Correlation Between AA Mission and Melar Acquisition
Can any of the company-specific risk be diversified away by investing in both AA Mission and Melar Acquisition at the same time? Although using a correlation coefficient on its own may not help to predict future stock returns, this module helps to understand the diversifiable risk of combining AA Mission and Melar Acquisition into the same portfolio, which is an essential part of the fundamental portfolio management process.
By analyzing existing cross correlation between AA Mission Acquisition and Melar Acquisition Corp, you can compare the effects of market volatilities on AA Mission and Melar Acquisition and check how they will diversify away market risk if combined in the same portfolio for a given time horizon. You can also utilize pair trading strategies of matching a long position in AA Mission with a short position of Melar Acquisition. Check out your portfolio center. Please also check ongoing floating volatility patterns of AA Mission and Melar Acquisition.
Diversification Opportunities for AA Mission and Melar Acquisition
-0.36 | Correlation Coefficient |
Very good diversification
The 3 months correlation between AAM and Melar is -0.36. Overlapping area represents the amount of risk that can be diversified away by holding AA Mission Acquisition and Melar Acquisition Corp in the same portfolio, assuming nothing else is changed.
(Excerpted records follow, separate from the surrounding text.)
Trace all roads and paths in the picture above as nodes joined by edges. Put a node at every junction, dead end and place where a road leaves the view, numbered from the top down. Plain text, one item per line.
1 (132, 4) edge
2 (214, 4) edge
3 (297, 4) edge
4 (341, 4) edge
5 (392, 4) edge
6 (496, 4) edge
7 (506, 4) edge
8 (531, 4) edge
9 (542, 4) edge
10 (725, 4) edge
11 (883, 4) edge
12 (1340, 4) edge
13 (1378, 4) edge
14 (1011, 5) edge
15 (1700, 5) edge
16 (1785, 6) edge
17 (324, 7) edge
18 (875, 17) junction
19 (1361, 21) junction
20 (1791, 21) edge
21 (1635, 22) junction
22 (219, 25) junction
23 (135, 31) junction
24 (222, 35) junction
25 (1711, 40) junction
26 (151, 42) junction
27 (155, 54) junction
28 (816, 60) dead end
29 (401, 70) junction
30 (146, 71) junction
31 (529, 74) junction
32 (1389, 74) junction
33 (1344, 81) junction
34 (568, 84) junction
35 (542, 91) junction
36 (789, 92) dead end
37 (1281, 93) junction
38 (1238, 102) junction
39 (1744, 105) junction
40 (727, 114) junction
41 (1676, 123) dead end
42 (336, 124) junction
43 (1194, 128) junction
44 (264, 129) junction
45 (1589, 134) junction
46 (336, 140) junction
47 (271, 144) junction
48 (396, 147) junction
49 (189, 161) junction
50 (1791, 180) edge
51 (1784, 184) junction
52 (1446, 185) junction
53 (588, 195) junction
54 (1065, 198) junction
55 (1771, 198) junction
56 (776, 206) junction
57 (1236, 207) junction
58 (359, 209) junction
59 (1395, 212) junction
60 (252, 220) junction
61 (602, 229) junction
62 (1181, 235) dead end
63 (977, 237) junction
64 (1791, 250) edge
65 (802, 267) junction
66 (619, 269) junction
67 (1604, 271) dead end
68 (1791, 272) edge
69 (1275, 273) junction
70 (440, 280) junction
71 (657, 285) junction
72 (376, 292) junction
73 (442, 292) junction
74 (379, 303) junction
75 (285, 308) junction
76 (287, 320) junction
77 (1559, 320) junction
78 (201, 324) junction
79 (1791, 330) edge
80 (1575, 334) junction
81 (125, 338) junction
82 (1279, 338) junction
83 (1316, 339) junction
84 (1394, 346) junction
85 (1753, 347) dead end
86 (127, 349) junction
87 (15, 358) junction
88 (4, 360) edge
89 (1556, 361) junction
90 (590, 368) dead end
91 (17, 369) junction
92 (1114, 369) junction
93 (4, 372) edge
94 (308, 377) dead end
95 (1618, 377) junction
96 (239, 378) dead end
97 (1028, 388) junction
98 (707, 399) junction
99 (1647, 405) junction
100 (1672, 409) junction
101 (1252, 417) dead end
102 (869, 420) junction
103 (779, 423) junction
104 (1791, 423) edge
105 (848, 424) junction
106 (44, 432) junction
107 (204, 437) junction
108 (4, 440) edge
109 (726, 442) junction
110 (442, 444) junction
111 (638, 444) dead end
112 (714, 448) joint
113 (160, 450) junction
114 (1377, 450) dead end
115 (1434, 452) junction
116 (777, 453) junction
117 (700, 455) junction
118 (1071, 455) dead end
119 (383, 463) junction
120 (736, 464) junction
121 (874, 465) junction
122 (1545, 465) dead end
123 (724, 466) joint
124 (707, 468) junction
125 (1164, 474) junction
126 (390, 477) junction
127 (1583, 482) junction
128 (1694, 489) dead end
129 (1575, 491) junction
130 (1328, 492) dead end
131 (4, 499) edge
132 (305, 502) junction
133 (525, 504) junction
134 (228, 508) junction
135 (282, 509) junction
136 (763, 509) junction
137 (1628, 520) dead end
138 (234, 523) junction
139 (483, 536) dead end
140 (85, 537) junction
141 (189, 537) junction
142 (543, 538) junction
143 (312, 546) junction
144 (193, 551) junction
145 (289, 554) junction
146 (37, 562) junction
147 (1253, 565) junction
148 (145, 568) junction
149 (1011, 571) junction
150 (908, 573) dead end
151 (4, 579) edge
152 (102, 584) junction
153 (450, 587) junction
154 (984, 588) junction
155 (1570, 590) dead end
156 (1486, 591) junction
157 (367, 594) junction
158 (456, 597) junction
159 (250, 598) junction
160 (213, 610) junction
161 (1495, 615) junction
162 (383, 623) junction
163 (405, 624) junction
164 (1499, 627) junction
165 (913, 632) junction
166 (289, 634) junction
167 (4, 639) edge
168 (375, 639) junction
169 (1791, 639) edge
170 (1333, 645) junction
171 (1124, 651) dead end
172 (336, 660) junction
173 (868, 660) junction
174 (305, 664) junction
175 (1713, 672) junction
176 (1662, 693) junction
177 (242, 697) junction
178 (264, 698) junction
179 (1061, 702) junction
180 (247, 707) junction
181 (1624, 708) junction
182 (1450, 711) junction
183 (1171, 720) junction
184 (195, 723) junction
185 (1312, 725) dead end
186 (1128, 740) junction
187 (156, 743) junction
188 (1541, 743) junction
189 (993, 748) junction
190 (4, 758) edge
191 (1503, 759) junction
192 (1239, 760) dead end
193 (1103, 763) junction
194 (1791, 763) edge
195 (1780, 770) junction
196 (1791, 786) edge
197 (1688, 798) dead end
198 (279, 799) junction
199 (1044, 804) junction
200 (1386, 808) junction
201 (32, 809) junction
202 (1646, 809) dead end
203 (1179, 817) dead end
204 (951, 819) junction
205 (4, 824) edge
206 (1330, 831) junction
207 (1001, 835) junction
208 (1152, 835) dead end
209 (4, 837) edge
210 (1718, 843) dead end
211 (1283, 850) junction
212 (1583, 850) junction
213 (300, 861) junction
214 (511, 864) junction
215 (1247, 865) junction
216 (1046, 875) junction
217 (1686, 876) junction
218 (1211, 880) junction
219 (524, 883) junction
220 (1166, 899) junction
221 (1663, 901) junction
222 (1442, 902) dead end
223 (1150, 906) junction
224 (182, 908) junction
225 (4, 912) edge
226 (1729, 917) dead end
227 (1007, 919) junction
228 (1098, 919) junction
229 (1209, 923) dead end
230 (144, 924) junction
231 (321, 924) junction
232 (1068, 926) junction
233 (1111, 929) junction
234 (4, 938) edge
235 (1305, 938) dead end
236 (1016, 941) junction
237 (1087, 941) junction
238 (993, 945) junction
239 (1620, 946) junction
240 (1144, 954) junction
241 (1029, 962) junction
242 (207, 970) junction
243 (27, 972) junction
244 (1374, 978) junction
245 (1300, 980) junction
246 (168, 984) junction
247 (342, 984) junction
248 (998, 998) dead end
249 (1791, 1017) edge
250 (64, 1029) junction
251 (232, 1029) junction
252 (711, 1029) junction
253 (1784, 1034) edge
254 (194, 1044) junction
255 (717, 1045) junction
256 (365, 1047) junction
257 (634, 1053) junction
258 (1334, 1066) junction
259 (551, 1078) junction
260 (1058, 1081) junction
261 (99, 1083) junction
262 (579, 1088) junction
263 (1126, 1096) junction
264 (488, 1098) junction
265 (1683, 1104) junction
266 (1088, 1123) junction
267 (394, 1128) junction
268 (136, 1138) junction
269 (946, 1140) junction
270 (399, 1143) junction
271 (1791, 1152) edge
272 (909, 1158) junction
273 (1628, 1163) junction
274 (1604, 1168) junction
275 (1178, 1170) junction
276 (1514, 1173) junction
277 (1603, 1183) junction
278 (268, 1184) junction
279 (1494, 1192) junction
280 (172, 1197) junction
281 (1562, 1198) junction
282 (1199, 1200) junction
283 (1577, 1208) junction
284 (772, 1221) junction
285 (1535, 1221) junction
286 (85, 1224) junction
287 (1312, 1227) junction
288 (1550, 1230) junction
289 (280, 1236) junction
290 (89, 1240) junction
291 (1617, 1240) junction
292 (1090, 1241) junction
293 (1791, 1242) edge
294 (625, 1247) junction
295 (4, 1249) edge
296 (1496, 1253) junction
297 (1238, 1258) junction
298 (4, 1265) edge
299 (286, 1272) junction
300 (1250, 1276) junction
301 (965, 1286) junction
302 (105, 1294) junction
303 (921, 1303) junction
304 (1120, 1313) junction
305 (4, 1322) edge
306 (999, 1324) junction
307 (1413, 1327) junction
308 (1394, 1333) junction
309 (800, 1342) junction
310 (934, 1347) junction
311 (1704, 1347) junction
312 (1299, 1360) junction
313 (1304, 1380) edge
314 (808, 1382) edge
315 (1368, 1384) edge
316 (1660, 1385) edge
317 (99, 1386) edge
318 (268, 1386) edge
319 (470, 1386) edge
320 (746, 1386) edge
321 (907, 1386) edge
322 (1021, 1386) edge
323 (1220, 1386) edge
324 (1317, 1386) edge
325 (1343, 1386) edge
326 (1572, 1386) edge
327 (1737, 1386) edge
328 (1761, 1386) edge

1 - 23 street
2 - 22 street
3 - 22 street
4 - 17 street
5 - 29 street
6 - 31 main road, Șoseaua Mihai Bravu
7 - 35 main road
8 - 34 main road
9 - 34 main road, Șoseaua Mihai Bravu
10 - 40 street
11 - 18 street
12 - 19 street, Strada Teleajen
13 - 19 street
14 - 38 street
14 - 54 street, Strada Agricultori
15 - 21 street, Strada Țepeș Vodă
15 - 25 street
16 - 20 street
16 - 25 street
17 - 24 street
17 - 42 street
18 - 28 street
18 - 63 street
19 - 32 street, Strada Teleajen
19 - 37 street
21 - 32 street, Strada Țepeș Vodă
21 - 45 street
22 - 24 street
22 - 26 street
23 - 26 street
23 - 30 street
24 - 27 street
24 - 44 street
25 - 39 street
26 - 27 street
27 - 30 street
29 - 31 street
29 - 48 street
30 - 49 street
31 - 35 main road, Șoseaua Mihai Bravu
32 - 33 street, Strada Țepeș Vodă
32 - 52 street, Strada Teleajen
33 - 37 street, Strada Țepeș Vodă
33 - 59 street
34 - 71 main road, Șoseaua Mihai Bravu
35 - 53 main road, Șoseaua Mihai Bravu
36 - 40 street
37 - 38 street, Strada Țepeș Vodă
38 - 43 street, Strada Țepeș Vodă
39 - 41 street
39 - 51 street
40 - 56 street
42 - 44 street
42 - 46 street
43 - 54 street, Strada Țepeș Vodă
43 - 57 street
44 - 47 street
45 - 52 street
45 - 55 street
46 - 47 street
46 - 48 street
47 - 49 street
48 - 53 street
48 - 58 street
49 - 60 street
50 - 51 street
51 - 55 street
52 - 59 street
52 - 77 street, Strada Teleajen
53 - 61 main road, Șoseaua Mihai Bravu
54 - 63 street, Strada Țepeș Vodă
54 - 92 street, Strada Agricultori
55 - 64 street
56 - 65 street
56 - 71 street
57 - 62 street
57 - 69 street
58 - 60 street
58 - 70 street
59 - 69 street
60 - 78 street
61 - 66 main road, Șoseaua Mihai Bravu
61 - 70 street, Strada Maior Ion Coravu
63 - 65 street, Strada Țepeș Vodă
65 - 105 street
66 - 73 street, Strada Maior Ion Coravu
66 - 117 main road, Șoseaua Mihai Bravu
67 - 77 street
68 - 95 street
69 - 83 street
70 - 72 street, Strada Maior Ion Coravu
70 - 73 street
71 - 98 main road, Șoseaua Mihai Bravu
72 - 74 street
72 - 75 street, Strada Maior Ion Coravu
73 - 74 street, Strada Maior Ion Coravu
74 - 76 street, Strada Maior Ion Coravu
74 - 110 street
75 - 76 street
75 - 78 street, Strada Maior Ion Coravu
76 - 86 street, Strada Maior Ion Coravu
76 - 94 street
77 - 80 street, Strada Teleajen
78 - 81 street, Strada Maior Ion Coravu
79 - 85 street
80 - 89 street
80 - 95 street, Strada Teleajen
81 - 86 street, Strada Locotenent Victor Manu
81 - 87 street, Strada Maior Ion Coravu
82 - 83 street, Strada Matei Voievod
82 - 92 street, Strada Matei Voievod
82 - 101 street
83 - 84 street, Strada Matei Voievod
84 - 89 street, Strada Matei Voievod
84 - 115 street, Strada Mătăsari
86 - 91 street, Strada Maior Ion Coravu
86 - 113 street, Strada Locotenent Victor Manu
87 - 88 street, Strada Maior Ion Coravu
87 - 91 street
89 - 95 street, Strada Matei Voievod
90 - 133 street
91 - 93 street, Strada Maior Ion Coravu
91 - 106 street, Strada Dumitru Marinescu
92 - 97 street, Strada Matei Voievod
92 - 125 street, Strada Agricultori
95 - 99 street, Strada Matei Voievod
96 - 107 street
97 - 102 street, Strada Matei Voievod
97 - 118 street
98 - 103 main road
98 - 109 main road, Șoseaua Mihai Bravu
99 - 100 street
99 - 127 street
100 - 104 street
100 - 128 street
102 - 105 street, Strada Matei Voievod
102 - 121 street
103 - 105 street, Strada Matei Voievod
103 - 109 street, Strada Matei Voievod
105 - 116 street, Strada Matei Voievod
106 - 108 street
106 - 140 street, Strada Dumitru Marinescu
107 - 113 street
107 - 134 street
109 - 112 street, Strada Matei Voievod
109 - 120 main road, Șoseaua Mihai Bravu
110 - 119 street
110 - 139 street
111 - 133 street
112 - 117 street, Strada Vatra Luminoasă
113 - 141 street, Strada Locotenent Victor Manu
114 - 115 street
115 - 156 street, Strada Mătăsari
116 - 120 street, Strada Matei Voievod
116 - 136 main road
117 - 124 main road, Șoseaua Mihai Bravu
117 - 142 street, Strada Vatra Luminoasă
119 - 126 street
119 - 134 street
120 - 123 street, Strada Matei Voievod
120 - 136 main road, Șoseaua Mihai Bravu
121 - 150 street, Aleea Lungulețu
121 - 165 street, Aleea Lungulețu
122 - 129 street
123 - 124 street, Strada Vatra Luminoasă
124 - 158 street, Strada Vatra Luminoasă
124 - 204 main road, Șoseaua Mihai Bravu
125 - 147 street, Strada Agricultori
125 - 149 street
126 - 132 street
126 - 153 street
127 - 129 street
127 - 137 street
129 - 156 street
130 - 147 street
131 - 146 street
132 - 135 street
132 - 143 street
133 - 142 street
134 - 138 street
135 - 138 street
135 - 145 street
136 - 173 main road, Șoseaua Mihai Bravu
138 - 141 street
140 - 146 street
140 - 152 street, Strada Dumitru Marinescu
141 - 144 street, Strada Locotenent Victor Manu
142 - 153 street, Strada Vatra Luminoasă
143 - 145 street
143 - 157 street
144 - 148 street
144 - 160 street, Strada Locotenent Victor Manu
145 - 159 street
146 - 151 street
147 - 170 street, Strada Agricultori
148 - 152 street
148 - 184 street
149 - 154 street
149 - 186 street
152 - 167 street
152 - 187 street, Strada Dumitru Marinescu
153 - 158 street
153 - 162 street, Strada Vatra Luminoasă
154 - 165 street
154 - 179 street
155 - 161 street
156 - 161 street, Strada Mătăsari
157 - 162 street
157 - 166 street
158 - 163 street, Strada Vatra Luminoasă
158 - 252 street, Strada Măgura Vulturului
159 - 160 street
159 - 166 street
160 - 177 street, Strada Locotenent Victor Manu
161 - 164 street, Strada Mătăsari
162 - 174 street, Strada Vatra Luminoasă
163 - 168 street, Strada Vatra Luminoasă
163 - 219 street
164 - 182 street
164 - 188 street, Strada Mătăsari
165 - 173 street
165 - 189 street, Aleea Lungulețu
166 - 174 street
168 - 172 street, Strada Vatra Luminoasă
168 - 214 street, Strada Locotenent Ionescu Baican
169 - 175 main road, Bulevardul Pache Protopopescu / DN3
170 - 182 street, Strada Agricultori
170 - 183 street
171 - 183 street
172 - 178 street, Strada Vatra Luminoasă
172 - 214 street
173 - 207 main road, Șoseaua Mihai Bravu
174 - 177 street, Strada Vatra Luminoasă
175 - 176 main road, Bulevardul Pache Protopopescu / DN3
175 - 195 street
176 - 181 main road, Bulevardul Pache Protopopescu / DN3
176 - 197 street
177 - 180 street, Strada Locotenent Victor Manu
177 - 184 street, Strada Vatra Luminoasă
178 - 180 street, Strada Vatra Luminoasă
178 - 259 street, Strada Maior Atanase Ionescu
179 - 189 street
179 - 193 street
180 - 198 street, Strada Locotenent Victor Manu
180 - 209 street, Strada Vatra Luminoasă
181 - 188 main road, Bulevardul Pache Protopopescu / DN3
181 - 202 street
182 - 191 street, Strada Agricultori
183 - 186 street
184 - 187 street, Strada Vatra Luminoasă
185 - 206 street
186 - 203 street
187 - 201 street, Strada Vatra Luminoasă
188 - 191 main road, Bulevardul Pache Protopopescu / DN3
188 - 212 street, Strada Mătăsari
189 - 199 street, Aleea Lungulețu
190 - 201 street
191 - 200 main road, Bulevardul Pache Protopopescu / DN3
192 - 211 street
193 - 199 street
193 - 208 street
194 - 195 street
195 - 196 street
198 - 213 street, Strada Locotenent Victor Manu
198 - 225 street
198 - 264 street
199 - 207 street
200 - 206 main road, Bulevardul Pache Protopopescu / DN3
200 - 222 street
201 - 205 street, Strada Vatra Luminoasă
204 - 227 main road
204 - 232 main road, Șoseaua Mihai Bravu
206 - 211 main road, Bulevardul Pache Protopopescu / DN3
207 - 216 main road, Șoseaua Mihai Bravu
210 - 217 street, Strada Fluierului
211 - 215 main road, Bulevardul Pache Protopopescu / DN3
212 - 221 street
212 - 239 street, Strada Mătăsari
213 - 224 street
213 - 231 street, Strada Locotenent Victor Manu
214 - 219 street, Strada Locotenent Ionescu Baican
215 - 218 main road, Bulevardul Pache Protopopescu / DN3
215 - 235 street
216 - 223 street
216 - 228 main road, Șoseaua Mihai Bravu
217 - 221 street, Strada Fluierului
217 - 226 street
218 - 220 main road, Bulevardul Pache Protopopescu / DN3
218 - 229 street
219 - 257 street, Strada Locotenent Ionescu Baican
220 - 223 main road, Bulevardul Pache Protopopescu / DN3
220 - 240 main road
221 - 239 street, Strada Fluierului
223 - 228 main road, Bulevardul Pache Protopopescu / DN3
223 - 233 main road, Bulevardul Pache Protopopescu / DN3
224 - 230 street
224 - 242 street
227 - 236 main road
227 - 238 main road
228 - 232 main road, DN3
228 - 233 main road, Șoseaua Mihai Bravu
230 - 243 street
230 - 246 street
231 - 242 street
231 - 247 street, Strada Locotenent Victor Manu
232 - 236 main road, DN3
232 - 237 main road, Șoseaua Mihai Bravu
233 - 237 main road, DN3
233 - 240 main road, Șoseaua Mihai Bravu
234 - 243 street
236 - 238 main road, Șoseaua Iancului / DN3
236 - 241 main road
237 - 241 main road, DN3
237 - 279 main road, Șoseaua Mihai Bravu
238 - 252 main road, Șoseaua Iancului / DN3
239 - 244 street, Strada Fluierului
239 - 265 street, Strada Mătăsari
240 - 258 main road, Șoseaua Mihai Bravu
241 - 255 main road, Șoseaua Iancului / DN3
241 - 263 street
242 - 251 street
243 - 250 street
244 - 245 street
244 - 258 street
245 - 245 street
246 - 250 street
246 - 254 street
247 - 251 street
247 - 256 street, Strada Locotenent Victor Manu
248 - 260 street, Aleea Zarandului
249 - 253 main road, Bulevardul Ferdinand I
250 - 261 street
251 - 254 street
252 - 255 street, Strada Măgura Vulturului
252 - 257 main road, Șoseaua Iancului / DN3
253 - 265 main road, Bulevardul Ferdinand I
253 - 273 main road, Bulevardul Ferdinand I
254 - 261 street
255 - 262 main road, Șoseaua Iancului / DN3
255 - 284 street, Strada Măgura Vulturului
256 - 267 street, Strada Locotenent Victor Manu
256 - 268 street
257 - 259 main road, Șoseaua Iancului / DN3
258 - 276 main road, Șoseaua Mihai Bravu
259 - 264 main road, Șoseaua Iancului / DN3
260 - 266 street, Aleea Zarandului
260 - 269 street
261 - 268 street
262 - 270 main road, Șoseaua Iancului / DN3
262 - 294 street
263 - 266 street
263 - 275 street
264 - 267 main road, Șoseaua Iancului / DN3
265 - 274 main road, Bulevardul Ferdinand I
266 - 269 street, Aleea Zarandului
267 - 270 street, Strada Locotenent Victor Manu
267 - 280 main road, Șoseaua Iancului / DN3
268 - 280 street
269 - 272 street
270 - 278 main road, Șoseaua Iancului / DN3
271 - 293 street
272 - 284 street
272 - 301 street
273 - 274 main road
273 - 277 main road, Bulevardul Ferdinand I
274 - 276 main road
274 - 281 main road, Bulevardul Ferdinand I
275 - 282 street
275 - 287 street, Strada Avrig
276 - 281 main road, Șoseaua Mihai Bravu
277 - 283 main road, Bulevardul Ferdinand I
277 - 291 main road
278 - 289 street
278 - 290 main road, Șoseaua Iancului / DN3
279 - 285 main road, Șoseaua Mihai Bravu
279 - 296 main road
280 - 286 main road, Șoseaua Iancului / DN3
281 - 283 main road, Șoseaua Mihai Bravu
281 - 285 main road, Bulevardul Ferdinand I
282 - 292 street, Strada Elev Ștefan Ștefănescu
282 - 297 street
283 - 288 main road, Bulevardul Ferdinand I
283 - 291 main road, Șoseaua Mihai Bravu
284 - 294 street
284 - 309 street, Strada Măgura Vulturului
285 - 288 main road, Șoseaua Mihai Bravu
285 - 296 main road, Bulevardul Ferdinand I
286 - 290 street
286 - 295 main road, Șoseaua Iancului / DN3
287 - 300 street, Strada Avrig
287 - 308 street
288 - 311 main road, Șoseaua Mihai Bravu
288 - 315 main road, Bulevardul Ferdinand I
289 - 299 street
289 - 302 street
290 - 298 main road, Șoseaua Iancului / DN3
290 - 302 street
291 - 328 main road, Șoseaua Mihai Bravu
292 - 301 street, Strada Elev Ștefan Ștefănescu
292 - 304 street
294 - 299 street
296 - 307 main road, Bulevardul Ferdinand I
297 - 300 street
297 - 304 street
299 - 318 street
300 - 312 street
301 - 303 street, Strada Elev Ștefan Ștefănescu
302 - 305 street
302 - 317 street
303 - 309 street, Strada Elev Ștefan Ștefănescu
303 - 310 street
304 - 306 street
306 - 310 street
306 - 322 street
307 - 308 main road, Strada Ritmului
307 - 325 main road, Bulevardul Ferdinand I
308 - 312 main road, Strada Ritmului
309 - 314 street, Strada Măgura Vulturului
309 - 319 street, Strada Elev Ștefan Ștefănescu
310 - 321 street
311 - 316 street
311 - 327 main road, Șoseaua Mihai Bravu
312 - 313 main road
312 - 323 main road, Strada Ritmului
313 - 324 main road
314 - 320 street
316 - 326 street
The correlation between historical prices or returns on Melar Acquisition Corp and AA Mission is a relative statistical measure of the degree to which these equity instruments tend to move together. The correlation coefficient measures the extent to which returns on AA Mission Acquisition are associated (or correlated) with Melar Acquisition. Values of the correlation coefficient range from -1 to +1, where. The correlation of zero (0) is possible when the price movement of Melar Acquisition Corp has no effect on the direction of AA Mission i.e., AA Mission and Melar Acquisition go up and down completely randomly.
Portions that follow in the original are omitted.